● **Exercise requirements**
Could you tally the lines in the listing below that include the word "dead"? Respond with the total alone.

• • • •

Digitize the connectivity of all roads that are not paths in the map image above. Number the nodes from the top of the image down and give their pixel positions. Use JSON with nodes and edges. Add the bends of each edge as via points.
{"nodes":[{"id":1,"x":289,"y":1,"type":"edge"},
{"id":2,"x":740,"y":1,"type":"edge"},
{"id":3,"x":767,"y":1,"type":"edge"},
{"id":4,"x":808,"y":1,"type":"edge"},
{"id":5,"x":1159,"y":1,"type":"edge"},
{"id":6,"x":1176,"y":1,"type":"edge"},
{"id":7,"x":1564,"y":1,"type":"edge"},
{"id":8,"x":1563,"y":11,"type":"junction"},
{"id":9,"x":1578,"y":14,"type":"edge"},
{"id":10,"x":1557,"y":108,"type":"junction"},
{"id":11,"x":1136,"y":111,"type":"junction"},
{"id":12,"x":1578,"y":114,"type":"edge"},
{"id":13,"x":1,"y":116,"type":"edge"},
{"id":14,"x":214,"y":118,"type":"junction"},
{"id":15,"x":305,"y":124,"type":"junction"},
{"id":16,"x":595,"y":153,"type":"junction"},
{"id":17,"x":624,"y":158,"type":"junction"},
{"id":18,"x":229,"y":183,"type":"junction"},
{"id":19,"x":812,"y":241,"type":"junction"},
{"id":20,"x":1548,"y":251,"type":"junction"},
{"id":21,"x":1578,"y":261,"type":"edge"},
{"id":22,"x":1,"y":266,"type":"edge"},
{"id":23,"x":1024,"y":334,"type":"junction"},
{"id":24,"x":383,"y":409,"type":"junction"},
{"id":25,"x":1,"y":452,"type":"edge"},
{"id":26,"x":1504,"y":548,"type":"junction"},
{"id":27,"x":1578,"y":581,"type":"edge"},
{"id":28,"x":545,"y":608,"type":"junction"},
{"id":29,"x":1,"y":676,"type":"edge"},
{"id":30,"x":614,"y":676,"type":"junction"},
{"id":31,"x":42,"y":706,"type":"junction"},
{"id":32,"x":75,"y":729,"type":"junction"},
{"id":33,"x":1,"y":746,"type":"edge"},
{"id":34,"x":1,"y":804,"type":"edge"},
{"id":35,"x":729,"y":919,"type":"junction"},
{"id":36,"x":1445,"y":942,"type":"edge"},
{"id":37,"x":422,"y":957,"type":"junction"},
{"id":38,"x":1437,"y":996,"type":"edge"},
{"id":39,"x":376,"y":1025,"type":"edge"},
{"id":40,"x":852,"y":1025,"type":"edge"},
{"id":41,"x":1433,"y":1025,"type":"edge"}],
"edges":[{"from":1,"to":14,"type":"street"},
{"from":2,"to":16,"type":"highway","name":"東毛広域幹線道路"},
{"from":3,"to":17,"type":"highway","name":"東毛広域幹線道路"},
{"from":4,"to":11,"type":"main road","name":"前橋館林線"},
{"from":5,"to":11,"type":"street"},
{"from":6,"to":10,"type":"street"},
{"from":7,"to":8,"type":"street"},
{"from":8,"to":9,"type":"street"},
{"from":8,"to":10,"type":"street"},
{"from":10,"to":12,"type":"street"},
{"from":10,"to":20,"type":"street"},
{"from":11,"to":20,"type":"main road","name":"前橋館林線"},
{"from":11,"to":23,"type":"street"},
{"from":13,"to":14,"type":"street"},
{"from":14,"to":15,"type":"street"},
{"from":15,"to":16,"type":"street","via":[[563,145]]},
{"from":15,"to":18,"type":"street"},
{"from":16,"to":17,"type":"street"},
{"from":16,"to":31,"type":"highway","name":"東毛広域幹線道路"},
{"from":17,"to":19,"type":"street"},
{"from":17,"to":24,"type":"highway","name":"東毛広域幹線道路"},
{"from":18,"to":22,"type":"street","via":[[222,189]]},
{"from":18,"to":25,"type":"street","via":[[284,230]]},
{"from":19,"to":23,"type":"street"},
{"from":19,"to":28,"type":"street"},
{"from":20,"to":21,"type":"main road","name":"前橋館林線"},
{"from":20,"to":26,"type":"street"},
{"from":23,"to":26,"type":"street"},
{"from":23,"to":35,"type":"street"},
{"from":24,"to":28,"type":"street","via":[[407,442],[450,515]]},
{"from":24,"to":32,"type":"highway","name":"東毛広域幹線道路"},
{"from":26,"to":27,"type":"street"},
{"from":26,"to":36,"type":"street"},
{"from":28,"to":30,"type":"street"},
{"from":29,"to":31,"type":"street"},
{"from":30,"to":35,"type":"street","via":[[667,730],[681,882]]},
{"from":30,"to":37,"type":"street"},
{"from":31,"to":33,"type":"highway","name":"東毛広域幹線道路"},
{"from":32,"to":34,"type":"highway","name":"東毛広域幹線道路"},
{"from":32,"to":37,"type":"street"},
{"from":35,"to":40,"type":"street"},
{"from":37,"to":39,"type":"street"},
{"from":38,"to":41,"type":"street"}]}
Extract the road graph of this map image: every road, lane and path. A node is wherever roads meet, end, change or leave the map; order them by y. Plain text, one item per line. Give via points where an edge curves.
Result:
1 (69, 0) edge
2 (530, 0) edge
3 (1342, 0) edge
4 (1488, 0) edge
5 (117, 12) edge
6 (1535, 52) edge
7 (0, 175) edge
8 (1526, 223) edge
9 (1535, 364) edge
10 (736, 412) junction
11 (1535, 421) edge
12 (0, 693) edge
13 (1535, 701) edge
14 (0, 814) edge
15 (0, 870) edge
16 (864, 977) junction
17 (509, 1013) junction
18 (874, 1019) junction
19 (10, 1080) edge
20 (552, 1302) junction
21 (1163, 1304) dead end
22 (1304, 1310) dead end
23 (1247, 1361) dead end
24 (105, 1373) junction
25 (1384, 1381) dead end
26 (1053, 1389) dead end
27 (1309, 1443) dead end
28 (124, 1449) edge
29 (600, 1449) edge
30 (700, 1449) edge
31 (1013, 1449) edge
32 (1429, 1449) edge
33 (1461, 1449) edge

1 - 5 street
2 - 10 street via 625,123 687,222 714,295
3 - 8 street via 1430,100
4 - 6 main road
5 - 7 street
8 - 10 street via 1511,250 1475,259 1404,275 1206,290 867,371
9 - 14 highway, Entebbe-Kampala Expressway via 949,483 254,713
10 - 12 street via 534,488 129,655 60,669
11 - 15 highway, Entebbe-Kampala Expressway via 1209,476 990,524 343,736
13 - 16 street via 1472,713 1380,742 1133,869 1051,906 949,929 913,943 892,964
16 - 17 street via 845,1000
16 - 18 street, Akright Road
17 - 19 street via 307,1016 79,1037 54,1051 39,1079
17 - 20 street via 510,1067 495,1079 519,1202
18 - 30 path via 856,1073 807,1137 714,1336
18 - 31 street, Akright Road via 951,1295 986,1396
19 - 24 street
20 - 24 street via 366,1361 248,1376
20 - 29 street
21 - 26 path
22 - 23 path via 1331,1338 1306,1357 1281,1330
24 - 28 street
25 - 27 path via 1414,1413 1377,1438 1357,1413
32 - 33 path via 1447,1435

• • • •

● **Your response**
6